◆ **TASK DIRECTIONS**
What is needed is an exact copy of every record.

[Stored items]

========

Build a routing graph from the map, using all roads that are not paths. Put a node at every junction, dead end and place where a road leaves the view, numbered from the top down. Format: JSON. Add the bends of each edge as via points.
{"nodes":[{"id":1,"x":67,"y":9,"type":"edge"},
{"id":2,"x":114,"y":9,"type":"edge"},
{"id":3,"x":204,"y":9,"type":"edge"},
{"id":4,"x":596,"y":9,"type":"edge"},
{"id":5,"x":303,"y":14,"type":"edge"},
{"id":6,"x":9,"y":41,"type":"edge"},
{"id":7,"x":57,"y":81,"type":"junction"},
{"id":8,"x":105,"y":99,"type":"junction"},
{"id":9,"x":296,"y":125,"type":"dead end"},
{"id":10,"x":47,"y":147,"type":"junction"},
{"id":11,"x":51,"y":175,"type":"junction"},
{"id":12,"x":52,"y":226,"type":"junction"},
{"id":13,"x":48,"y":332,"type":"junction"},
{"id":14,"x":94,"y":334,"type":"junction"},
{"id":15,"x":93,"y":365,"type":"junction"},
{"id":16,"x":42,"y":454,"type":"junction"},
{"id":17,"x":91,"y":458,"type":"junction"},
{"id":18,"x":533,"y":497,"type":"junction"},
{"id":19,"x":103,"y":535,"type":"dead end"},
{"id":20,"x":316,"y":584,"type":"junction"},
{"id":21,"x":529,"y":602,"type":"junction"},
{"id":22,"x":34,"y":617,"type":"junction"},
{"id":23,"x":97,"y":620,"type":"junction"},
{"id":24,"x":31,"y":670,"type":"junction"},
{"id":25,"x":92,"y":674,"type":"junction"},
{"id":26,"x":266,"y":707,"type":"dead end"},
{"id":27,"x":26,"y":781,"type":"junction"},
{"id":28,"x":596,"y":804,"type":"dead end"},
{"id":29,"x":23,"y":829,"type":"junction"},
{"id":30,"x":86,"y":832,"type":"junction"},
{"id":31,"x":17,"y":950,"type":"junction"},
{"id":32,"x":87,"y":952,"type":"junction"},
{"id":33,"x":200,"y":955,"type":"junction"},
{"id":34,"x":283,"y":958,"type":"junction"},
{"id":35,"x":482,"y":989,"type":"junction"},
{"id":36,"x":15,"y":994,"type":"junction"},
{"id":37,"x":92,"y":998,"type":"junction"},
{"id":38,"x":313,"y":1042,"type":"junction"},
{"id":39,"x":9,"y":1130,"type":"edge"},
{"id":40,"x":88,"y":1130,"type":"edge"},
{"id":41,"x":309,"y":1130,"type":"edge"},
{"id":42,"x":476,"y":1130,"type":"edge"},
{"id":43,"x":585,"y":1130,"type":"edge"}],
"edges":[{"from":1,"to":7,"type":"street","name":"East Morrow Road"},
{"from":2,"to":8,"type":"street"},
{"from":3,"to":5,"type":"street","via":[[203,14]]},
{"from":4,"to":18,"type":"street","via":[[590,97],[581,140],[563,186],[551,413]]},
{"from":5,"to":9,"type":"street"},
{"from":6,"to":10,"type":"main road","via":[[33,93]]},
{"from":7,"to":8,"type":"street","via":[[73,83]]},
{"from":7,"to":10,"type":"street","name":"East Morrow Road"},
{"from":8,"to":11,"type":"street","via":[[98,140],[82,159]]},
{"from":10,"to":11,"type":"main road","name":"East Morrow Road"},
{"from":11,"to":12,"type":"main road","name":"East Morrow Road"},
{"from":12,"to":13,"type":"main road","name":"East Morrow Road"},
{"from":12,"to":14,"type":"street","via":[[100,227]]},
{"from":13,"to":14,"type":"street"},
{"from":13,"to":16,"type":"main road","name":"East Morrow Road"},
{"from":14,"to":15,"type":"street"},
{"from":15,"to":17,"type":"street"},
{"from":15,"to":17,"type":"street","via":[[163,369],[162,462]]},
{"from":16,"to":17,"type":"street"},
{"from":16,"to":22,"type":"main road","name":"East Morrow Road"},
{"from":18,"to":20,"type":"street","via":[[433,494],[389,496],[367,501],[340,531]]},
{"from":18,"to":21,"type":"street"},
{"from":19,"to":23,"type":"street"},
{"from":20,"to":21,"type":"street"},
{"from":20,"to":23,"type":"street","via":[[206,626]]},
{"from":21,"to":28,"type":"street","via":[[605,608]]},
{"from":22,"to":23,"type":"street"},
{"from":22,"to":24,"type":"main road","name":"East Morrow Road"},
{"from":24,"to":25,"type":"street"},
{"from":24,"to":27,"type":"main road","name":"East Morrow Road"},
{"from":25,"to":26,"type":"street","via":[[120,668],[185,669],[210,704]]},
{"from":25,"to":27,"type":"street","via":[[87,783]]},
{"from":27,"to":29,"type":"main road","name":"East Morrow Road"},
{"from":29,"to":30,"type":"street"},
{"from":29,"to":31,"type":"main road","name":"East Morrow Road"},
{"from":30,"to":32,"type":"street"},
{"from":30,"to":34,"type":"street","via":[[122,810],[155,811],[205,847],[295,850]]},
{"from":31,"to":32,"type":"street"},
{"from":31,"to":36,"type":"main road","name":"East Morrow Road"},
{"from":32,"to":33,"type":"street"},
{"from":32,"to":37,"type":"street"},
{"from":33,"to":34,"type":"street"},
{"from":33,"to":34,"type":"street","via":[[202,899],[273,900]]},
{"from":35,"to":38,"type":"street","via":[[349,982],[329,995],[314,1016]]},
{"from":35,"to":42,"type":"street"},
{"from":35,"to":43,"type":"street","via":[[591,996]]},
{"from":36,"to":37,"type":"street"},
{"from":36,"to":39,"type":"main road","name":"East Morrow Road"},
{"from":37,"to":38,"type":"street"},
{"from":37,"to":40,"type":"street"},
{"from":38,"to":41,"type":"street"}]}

========

◆ **TASK OUTPUT**
Build a routing graph from the map, using all roads that are not paths. Put a node at every junction, dead end and place where a road leaves the view, numbered from the top down. Format: JSON. Add the bends of each edge as via points.
{"nodes":[{"id":1,"x":67,"y":9,"type":"edge"},
{"id":2,"x":114,"y":9,"type":"edge"},
{"id":3,"x":204,"y":9,"type":"edge"},
{"id":4,"x":596,"y":9,"type":"edge"},
{"id":5,"x":303,"y":14,"type":"edge"},
{"id":6,"x":9,"y":41,"type":"edge"},
{"id":7,"x":57,"y":81,"type":"junction"},
{"id":8,"x":105,"y":99,"type":"junction"},
{"id":9,"x":296,"y":125,"type":"dead end"},
{"id":10,"x":47,"y":147,"type":"junction"},
{"id":11,"x":51,"y":175,"type":"junction"},
{"id":12,"x":52,"y":226,"type":"junction"},
{"id":13,"x":48,"y":332,"type":"junction"},
{"id":14,"x":94,"y":334,"type":"junction"},
{"id":15,"x":93,"y":365,"type":"junction"},
{"id":16,"x":42,"y":454,"type":"junction"},
{"id":17,"x":91,"y":458,"type":"junction"},
{"id":18,"x":533,"y":497,"type":"junction"},
{"id":19,"x":103,"y":535,"type":"dead end"},
{"id":20,"x":316,"y":584,"type":"junction"},
{"id":21,"x":529,"y":602,"type":"junction"},
{"id":22,"x":34,"y":617,"type":"junction"},
{"id":23,"x":97,"y":620,"type":"junction"},
{"id":24,"x":31,"y":670,"type":"junction"},
{"id":25,"x":92,"y":674,"type":"junction"},
{"id":26,"x":266,"y":707,"type":"dead end"},
{"id":27,"x":26,"y":781,"type":"junction"},
{"id":28,"x":596,"y":804,"type":"dead end"},
{"id":29,"x":23,"y":829,"type":"junction"},
{"id":30,"x":86,"y":832,"type":"junction"},
{"id":31,"x":17,"y":950,"type":"junction"},
{"id":32,"x":87,"y":952,"type":"junction"},
{"id":33,"x":200,"y":955,"type":"junction"},
{"id":34,"x":283,"y":958,"type":"junction"},
{"id":35,"x":482,"y":989,"type":"junction"},
{"id":36,"x":15,"y":994,"type":"junction"},
{"id":37,"x":92,"y":998,"type":"junction"},
{"id":38,"x":313,"y":1042,"type":"junction"},
{"id":39,"x":9,"y":1130,"type":"edge"},
{"id":40,"x":88,"y":1130,"type":"edge"},
{"id":41,"x":309,"y":1130,"type":"edge"},
{"id":42,"x":476,"y":1130,"type":"edge"},
{"id":43,"x":585,"y":1130,"type":"edge"}],
"edges":[{"from":1,"to":7,"type":"street","name":"East Morrow Road"},
{"from":2,"to":8,"type":"street"},
{"from":3,"to":5,"type":"street","via":[[203,14]]},
{"from":4,"to":18,"type":"street","via":[[590,97],[581,140],[563,186],[551,413]]},
{"from":5,"to":9,"type":"street"},
{"from":6,"to":10,"type":"main road","via":[[33,93]]},
{"from":7,"to":8,"type":"street","via":[[73,83]]},
{"from":7,"to":10,"type":"street","name":"East Morrow Road"},
{"from":8,"to":11,"type":"street","via":[[98,140],[82,159]]},
{"from":10,"to":11,"type":"main road","name":"East Morrow Road"},
{"from":11,"to":12,"type":"main road","name":"East Morrow Road"},
{"from":12,"to":13,"type":"main road","name":"East Morrow Road"},
{"from":12,"to":14,"type":"street","via":[[100,227]]},
{"from":13,"to":14,"type":"street"},
{"from":13,"to":16,"type":"main road","name":"East Morrow Road"},
{"from":14,"to":15,"type":"street"},
{"from":15,"to":17,"type":"street"},
{"from":15,"to":17,"type":"street","via":[[163,369],[162,462]]},
{"from":16,"to":17,"type":"street"},
{"from":16,"to":22,"type":"main road","name":"East Morrow Road"},
{"from":18,"to":20,"type":"street","via":[[433,494],[389,496],[367,501],[340,531]]},
{"from":18,"to":21,"type":"street"},
{"from":19,"to":23,"type":"street"},
{"from":20,"to":21,"type":"street"},
{"from":20,"to":23,"type":"street","via":[[206,626]]},
{"from":21,"to":28,"type":"street","via":[[605,608]]},
{"from":22,"to":23,"type":"street"},
{"from":22,"to":24,"type":"main road","name":"East Morrow Road"},
{"from":24,"to":25,"type":"street"},
{"from":24,"to":27,"type":"main road","name":"East Morrow Road"},
{"from":25,"to":26,"type":"street","via":[[120,668],[185,669],[210,704]]},
{"from":25,"to":27,"type":"street","via":[[87,783]]},
{"from":27,"to":29,"type":"main road","name":"East Morrow Road"},
{"from":29,"to":30,"type":"street"},
{"from":29,"to":31,"type":"main road","name":"East Morrow Road"},
{"from":30,"to":32,"type":"street"},
{"from":30,"to":34,"type":"street","via":[[122,810],[155,811],[205,847],[295,850]]},
{"from":31,"to":32,"type":"street"},
{"from":31,"to":36,"type":"main road","name":"East Morrow Road"},
{"from":32,"to":33,"type":"street"},
{"from":32,"to":37,"type":"street"},
{"from":33,"to":34,"type":"street"},
{"from":33,"to":34,"type":"street","via":[[202,899],[273,900]]},
{"from":35,"to":38,"type":"street","via":[[349,982],[329,995],[314,1016]]},
{"from":35,"to":42,"type":"street"},
{"from":35,"to":43,"type":"street","via":[[591,996]]},
{"from":36,"to":37,"type":"street"},
{"from":36,"to":39,"type":"main road","name":"East Morrow Road"},
{"from":37,"to":38,"type":"street"},
{"from":37,"to":40,"type":"street"},
{"from":38,"to":41,"type":"street"}]}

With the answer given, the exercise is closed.